DPA release during the germination of C. perfringens spores with BHI broth. Heat-activated spores of strains SM101 (wild-type), DPS107 (sleC), DPS107(pDP138) (sleC strain complemented with wild-type sleC), DPS109 (sleM), and DPS110 (sleC sleM) were incubated at 40°C in BHI broth and, after 1 h (░⃞) and 18 h (▪), DPA release was measured as described in Materials and Methods. C. perfringens spores from various strains were also incubated in 25 mM sodium phosphate buffer (pH 7.0), and after 1 (□) or 18 h (▤) the DPA release was measured as described in Materials and Methods. The data represent the average of two independent experiments with two different spore preparations, and error bars indicate the standard deviations.

FIG. 5.

(A to C) Germination of spores of C. perfringens strains with KCl. (A) Heat-activated C. perfringens spores of strains SM101(wild-type) (▪), DPS107 (sleC) (▵), DPS109 (sleM) (○), and DPS110 (sleC sleM) (□) were germinated with KCl, and the OD₆₀₀ was measured as described in Materials and Methods. Heat-activated spores of strain SM101 (wild-type) (⧫) were also incubated in 25 mM sodium phosphate buffer (pH 7.0) alone, and the OD₆₀₀ was measured. (B) DPA release during C. perfringens spore germination with KCl.

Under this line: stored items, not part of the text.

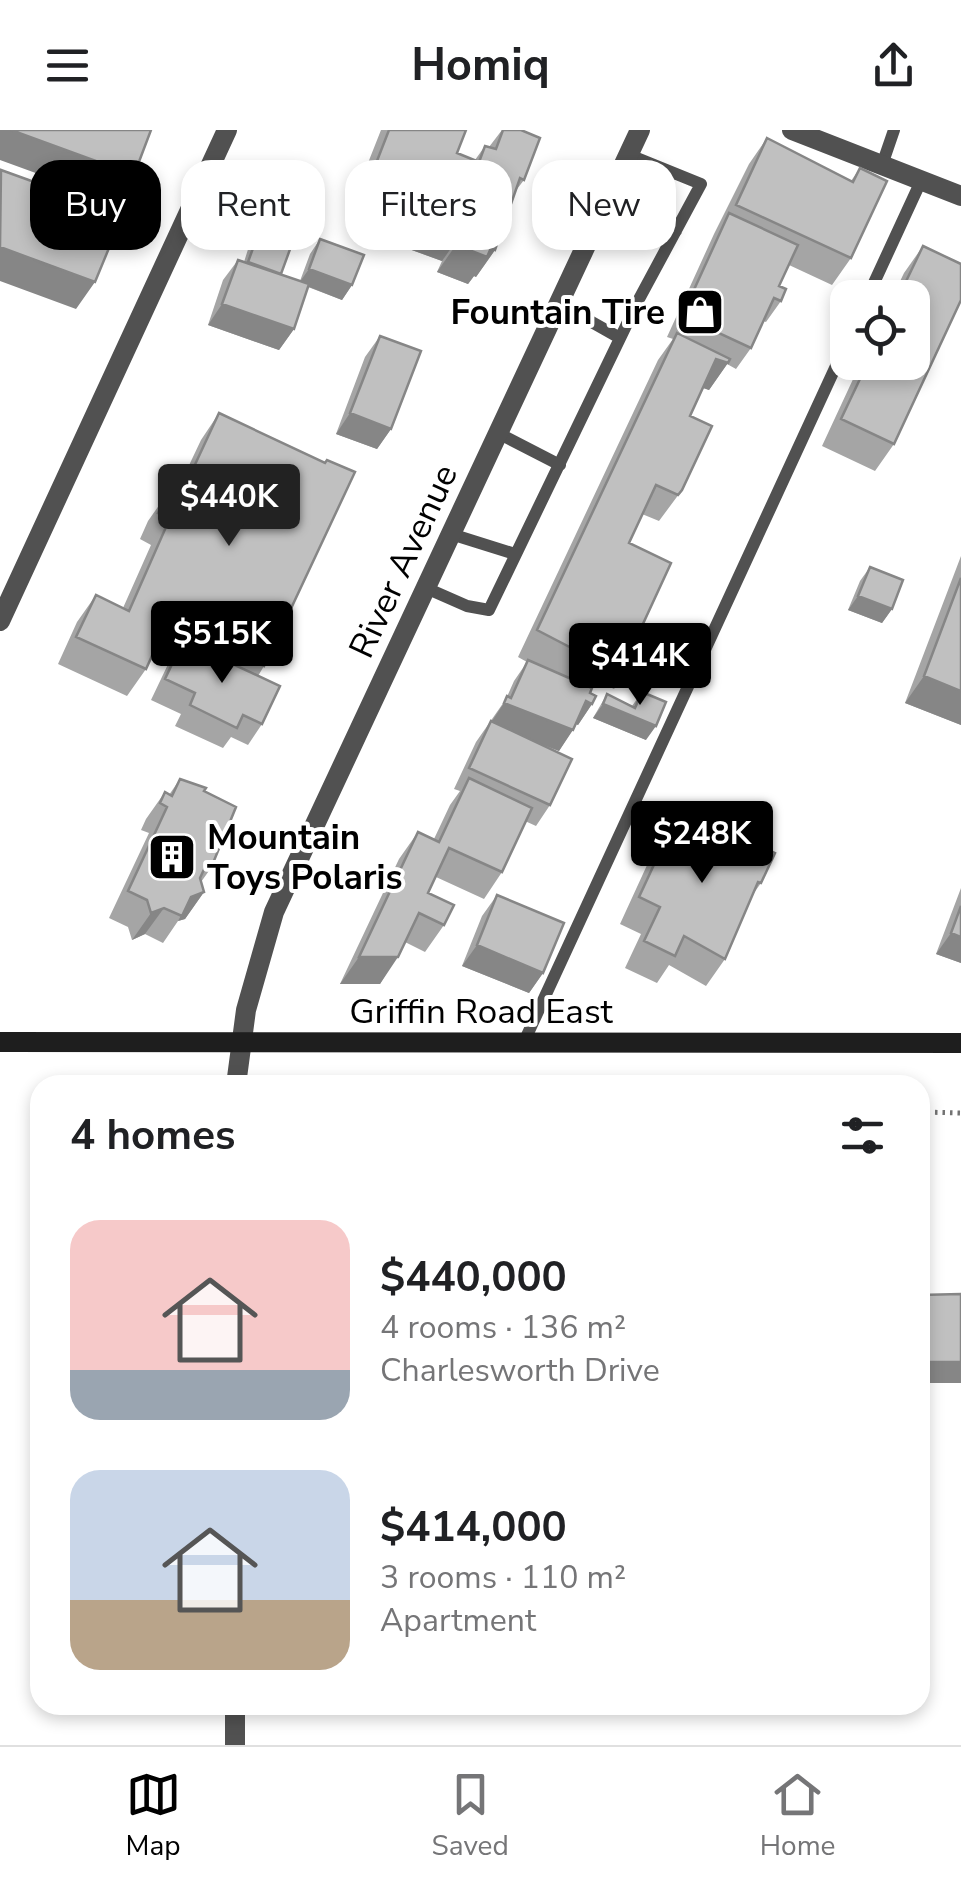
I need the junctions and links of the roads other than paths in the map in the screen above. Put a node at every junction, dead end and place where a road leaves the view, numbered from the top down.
1 (227, 130) edge
2 (640, 130) edge
3 (792, 130) edge
4 (894, 130) edge
5 (627, 154) junction
6 (624, 160) edge
7 (642, 160) edge
8 (882, 165) junction
9 (676, 174) edge
10 (921, 180) junction
11 (961, 196) edge
12 (676, 231) edge
13 (583, 250) edge
14 (666, 250) edge
15 (875, 280) edge
16 (558, 304) junction
17 (620, 338) junction
18 (830, 379) edge
19 (498, 433) junction
20 (560, 465) junction
21 (452, 534) junction
22 (516, 554) junction
23 (8, 585) edge
24 (426, 588) junction
25 (0, 621) edge
26 (0, 1042) edge
27 (240, 1043) junction
28 (961, 1043) edge
29 (523, 1044) junction
30 (237, 1075) edge
31 (234, 1715) edge
32 (235, 1745) edge

1 - 23 street
2 - 5 street, River Avenue
3 - 8 street
4 - 8 lane
5 - 6 street, River Avenue
5 - 7 lane
8 - 10 street
9 - 12 lane
10 - 11 street
10 - 15 lane
13 - 16 street, River Avenue
14 - 17 lane
16 - 17 lane
16 - 19 street, River Avenue
17 - 20 lane
18 - 29 lane
19 - 20 lane
19 - 21 street, River Avenue
20 - 22 lane
21 - 22 lane
21 - 24 street, River Avenue
22 - 24 lane
23 - 25 street
24 - 27 street, River Avenue
26 - 27 main road, Griffin Road East
27 - 29 main road, Griffin Road East
27 - 30 street, River Avenue
28 - 29 main road, Griffin Road East
31 - 32 street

Heat-activated spores of C. perfringens strains were germinated with KCl, and after 1 h (□) and 18 h (░⃞) the DPA content of the spores was measured as described in Materials and Methods. DPA release of C. perfringens spores from various strains in 25 mM sodium phosphate buffer (pH 7.0) was as shown in Fig. 4. (C) Release of hexosamine-containing material during C. perfringens spore germination with KCl. Heat-activated spores of C. perfringens strains were germinated with KCl and, after 2 h, the hexosamine-containing material released into the medium was measured as described in Materials and Methods. Values for hexosamine-containing material released are expressed relative to the amount of hexosamine in dormant spores that was defined as 100%. The data represent the average of two independent experiments with two different spore preparations, and error bars indicate the standard deviations.

FIG. 6.

(A and B) Germination of C. perfringens spores with Ca-DPA. (A) Heat-activated C. perfringens spores of strains SM101 (wild-type) (▪), DPS107 (sleC) (▵), DPS109 (sleM) (○), and DPS110 (sleC sleM) (□) were germinated with 50 mM Ca-DPA, and the OD₆₀₀ was measured as described in Materials and Methods. (B) Heat-activated spores of C. perfringens strains were germinated with 50 mM Ca-DPA (░⃞) and 25 mM Tris-HCl buffer (pH 8.0) (□) for 1 h, and the DPA remaining in the spores was measured as described in Materials and Methods. The data represent the average of two independent experiments with two different spore preparations, and error bars indicate the standard deviations.

FIG. 7.

Dodecylamine germination of C. perfringens spores. C. perfringens spores of strains SM101 (wild-type) (▪), DPS107 (sleC) (▵), DPS109 (sleM) (○), DPS110 (sleC sleM) (□), and DPS107(pDP138) (sleC strain complemented with wild-type sleC) (▴) were germinated with dodecylamine, and at various times the DPA release was measured as described in Materials and Methods.